NVIDIA Introduces Cache-Aware Streaming ASR for High-Concurrency Voice Agents

Aremi Olu

Translate this article

Updated:

January 9, 2026

NVIDIA has released Nemotron Speech ASR, an open automatic speech recognition model designed to address scalability and latency challenges in real-time voice AI applications. The model introduces a cache-aware streaming architecture intended to replace traditional buffered inference methods.

Reported Technical Innovation

The core advancement is a shift from buffered inference—where overlapping audio windows are repeatedly reprocessed—to a cache-aware system.This new approach reuses past computations to process only new audio input, which NVIDIA claims eliminates redundant calculations.
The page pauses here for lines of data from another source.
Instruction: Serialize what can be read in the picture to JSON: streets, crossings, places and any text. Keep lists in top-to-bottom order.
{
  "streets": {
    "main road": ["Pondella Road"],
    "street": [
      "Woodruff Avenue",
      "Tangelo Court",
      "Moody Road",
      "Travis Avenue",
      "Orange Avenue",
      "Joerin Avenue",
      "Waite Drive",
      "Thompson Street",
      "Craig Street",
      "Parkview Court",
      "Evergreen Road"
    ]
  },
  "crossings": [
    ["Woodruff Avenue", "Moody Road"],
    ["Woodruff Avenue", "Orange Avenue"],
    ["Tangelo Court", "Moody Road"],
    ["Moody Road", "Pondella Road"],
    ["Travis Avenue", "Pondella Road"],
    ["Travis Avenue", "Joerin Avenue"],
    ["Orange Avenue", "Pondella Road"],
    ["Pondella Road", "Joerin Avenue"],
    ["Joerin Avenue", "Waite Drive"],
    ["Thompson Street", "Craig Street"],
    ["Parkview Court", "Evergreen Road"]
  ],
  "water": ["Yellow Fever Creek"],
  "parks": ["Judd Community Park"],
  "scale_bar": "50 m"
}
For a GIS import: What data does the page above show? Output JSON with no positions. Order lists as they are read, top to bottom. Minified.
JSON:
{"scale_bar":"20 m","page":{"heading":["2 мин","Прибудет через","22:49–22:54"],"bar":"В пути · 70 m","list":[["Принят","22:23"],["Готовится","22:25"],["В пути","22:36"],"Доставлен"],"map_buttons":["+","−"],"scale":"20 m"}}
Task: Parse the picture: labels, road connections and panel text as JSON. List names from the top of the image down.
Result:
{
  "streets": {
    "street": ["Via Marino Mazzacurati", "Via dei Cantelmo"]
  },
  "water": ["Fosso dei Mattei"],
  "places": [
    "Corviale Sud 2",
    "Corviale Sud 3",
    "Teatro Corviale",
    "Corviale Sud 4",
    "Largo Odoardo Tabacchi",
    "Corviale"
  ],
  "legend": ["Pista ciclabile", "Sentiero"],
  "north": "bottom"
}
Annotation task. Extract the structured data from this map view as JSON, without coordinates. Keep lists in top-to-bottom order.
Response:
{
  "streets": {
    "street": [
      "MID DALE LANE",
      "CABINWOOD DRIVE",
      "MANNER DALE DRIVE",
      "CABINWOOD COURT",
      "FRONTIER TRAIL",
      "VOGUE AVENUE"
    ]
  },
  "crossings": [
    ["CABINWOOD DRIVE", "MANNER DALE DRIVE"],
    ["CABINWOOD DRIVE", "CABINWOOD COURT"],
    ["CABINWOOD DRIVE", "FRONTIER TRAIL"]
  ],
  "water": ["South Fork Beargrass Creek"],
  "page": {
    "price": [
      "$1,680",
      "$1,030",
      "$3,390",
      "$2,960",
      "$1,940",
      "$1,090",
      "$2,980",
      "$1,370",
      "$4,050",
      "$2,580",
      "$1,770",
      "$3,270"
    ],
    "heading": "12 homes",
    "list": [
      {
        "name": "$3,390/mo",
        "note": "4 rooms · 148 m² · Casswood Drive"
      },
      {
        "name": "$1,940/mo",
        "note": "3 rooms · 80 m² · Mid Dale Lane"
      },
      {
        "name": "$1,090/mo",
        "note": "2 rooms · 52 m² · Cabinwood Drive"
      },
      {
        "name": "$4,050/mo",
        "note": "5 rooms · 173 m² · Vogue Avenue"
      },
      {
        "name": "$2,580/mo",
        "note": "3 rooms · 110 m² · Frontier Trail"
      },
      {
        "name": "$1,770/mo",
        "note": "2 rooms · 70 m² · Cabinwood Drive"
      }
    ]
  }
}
The model is based on a FastConformer architecture with 8x downsampling, processing fewer tokens per second to reduce memory footprint and increase throughput.

Claimed Performance Benefits

According to NVIDIA's benchmarks,the architecture delivers:

· Increased Concurrency: Up to 3x higher concurrent stream support on an NVIDIA H100 GPU compared to previous baselines.

· Stable Latency: Maintains linear latency scaling under high load, avoiding the "latency drift" where delays accumulate with more users.

· Runtime Flexibility: Offers dynamically configurable latency modes (80ms to 1.12s) without model retraining, allowing a trade-off between speed and word error rate (WER).

Industry Validation and Implementation

The announcement includes reported validation from partners:

· Modal: Testing with 127 concurrent WebSocket clients showed a stable median delay of 182ms with minimal drift over a three-minute stream.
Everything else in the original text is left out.